▶ WHAT IS EXPECTED
Extract each line of the records below that contains the word "POOLE".

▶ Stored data
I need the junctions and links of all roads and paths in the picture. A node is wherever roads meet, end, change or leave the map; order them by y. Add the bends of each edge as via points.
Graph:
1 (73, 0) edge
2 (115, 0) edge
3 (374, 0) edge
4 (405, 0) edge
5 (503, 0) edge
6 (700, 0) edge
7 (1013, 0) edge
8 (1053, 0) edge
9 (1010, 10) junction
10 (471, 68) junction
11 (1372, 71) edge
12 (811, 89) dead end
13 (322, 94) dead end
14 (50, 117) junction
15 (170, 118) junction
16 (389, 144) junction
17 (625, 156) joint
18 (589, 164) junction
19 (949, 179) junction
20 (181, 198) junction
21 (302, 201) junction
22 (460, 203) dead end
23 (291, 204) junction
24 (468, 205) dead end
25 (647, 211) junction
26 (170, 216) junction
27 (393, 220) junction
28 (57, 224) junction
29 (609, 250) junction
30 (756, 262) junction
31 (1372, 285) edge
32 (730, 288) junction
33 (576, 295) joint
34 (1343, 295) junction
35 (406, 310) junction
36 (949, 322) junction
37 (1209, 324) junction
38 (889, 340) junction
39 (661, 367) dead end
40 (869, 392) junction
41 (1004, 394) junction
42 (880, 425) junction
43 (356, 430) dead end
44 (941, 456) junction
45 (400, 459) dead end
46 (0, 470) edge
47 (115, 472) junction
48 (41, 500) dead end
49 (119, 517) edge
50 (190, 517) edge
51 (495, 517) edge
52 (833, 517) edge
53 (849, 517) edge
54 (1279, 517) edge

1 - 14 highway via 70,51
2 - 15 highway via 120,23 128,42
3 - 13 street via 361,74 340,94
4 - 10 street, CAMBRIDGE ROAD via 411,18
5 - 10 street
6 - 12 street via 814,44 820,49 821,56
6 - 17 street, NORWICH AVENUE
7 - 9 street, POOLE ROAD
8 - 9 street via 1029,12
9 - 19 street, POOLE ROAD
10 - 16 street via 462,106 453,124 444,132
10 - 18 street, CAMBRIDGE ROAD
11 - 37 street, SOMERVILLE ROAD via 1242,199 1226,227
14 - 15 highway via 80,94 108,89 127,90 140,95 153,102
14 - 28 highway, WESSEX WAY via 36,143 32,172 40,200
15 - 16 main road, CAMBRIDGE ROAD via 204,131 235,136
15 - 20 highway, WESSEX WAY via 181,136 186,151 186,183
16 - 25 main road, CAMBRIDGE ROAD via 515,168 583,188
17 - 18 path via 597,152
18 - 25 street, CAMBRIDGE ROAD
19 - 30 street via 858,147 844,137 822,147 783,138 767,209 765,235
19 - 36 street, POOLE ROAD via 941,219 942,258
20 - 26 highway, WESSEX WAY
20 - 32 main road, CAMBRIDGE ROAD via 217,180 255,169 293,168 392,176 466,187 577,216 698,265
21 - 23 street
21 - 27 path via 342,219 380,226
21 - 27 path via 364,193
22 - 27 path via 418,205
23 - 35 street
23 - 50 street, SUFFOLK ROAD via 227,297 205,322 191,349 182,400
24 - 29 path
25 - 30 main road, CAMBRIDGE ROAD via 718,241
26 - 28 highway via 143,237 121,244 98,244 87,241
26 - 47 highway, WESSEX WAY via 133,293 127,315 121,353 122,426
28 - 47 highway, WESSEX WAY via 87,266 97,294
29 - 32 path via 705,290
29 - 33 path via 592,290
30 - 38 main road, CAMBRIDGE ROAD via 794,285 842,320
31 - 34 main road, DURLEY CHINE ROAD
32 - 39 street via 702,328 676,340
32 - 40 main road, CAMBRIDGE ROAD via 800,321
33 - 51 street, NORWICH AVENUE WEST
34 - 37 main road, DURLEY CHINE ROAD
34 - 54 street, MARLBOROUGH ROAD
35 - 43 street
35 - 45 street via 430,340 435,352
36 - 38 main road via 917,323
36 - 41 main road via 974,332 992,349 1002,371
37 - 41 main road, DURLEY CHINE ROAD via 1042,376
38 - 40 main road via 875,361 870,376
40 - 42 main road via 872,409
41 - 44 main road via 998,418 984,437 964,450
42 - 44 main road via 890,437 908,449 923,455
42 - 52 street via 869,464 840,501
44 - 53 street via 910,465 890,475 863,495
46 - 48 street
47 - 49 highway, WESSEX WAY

▶ ANSWER BOX
7 - 9 street, POOLE ROAD
9 - 19 street, POOLE ROAD
19 - 36 street, POOLE ROAD via 941,219 942,258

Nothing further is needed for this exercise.